§ What the task requires:
Collect all lines below with the string "each".
Start of Records to use
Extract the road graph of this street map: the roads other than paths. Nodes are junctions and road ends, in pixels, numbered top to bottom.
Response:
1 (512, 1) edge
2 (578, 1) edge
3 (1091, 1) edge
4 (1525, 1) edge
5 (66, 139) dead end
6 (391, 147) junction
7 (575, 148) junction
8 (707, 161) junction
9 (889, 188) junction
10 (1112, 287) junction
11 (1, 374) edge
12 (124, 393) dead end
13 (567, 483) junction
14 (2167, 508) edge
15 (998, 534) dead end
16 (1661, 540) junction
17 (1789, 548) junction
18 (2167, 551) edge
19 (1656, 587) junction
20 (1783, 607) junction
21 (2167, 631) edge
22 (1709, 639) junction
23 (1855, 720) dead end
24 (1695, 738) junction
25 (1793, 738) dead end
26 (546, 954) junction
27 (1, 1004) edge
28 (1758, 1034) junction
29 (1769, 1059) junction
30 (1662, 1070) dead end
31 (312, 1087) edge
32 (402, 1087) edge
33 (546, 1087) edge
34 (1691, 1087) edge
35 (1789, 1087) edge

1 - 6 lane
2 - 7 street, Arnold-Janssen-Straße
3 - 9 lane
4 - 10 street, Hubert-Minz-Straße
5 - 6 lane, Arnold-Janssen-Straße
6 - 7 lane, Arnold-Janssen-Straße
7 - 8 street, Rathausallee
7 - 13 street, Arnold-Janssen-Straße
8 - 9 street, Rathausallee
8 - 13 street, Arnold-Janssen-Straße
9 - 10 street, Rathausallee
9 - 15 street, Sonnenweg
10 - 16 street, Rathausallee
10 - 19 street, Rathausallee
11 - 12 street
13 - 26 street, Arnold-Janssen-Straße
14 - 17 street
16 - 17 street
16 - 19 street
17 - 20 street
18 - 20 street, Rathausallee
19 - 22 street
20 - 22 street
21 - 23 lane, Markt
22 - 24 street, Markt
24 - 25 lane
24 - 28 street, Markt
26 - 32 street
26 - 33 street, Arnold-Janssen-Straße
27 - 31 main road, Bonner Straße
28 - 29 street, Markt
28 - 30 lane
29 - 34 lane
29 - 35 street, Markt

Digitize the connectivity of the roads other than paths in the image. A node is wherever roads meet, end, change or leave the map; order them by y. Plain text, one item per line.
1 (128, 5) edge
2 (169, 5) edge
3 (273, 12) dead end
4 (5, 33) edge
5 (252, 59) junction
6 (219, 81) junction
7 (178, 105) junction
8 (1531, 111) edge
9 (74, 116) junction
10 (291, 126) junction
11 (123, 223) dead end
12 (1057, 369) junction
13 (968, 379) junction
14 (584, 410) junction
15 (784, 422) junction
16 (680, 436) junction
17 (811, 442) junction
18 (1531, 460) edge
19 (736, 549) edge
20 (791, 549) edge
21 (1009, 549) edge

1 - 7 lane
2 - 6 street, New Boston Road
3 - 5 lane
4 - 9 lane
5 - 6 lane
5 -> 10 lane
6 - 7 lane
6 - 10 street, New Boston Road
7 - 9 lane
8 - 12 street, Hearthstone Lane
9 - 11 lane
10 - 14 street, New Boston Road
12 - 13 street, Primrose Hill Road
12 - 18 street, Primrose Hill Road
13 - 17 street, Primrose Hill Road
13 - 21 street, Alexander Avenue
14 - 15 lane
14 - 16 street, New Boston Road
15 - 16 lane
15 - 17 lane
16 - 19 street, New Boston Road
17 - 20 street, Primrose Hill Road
End of Records to use
Start of Records to use
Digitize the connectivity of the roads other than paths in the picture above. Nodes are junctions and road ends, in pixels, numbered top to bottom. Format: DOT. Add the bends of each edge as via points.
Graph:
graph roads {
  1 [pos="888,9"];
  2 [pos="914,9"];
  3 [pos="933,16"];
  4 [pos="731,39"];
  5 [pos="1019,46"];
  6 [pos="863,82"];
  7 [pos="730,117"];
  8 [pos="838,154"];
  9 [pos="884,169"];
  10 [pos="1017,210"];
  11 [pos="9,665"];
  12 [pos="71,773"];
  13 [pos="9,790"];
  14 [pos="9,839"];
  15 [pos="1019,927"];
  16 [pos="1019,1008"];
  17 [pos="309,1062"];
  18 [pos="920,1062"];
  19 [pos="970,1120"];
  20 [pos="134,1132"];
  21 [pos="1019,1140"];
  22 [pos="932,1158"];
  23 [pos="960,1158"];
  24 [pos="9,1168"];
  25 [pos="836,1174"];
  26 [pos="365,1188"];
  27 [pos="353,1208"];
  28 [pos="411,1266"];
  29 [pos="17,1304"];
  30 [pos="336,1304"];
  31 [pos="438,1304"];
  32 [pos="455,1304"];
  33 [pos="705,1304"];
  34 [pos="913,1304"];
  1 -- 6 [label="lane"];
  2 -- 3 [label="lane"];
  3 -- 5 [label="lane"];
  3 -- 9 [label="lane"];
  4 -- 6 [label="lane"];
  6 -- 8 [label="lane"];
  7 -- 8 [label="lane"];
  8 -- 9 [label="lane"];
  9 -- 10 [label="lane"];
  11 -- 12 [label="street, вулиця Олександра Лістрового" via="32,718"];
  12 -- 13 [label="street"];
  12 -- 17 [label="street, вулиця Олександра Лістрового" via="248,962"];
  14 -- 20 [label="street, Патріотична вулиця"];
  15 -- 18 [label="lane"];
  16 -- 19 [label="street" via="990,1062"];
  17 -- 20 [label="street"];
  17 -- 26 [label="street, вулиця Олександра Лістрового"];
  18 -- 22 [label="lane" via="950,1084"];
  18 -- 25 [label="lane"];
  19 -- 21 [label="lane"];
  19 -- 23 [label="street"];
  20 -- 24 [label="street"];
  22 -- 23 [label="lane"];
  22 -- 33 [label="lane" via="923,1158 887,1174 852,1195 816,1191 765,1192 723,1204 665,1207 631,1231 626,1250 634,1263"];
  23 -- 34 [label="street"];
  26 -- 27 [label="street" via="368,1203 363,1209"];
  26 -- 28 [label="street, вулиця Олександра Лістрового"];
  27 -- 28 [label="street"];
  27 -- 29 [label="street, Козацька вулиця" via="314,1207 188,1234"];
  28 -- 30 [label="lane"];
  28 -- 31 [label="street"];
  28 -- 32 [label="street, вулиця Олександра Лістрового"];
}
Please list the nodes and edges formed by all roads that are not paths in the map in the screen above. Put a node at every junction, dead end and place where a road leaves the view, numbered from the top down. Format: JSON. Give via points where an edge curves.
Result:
End of Records to use
Start of Records to use
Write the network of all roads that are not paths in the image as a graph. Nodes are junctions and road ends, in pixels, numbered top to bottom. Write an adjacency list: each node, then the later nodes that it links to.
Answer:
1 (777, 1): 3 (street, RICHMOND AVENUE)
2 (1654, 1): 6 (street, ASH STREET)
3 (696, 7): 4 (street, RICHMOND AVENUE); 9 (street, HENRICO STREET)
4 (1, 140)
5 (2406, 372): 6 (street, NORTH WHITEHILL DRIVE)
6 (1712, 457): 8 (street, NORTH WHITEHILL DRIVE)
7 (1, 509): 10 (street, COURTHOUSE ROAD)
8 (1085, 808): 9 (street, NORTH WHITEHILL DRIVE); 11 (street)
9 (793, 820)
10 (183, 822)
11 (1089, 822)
End of Records to use
§ Solution for this exercise:
Digitize the connectivity of the roads other than paths in the picture above. Nodes are junctions and road ends, in pixels, numbered top to bottom. Format: DOT. Add the bends of each edge as via points.
Write the network of all roads that are not paths in the image as a graph. Nodes are junctions and road ends, in pixels, numbered top to bottom. Write an adjacency list: each node, then the later nodes that it links to.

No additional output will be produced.